Much has been written of the various strains of the Scottish terrier, but such are of little account, as, although they were kept by many of the Highland sportsmen on their estates, and used for hunting purposes and for killing vermin, all had sprung from a common origin. They had not sufficiently distinguishing features from each other to merit a separation, though every laird said his own breed was the best and the only one to be found in its original purity. However, be this as it may, there is no doubt in my mind that this terrier had inhabited Scotland long before modern writers told us what they knew about dogs, and that all the stories about the Skye terriers being in reality a half -bred poodle or Maltese, made so by one of the breed washed up from a shipwrecked vessel on the coast of Skye, is all nonsense – a traveller's tale and no more. The so-called Aberdeen terrier is the Scottish terrier pure and simple, and the Poltalloch terrier, mentioned in "Dogs of Scotland," is a yellowish white variety kept by the Malcolms at Poltalloch, in Argyllshire, where the strain is carefully preserved. These terriers only differ in colour from the ordinary Scottish terrier. A white puppy occasionally appears in a litter of the latter as it does sometimes in deerhounds. Of course, if these white puppies were reared and bred from, a strain of that colour would eventually be perpetuated, and probably this has been the case in the first instance at Poltalloch. Some years ago Mr. Thomson Gray procured a white bitch of pure pedigree for Captain Keene, a well-known member of the Kennel Club. I have a portrait of her by me now, and she is certainly a Scottish terrier in every particular, and a great favourite with her owner, who entered her in the "Stud Book" as White Heather. From her, Captain Keene has had three litters to ordinary coloured dogs of the breed, but not one of the puppies has yet taken after their dam, all of them, strangely enough, being either black or very dark brindle.

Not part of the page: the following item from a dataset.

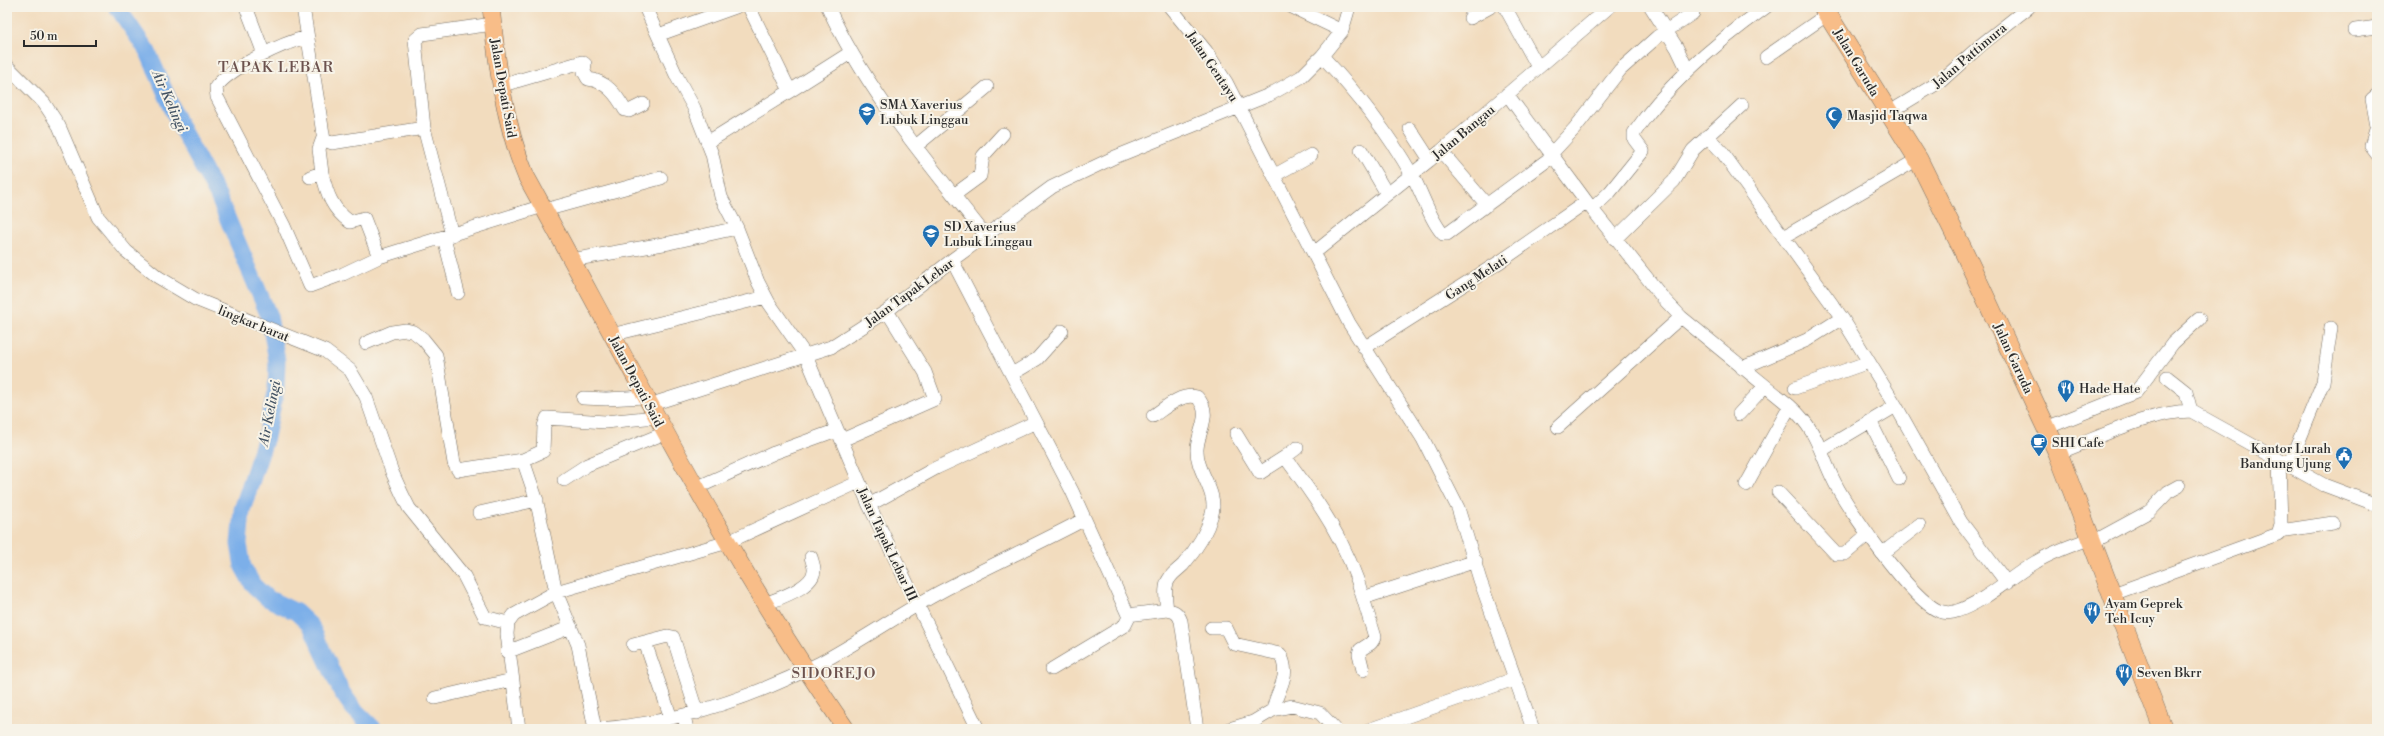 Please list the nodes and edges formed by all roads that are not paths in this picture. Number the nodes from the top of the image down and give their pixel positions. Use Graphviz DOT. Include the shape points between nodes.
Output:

It is a somewhat remarkable fact that this white Scottish terrier is occasionally produced in the ordinary course from dark coloured parents; the Scottish deerhound likewise, but not frequently, throws a similar puppy in the same way, and Mr. J. Pratt has been successful in breeding two or three Skye terriers pretty nearly pure white. In alluding to these off coloured specimens one must not forget that fawn or sandy Scottish terriers are by no means infrequent, and two or three years ago Mr. A. Maxwell, of Croft, near Darlington, won several prizes with a dog of this colour, and a very good specimen of his race too. We all know that the fawn colour in deerhounds and in Skye terriers, although not so prevalent as once was the case, is still by no means uncommon.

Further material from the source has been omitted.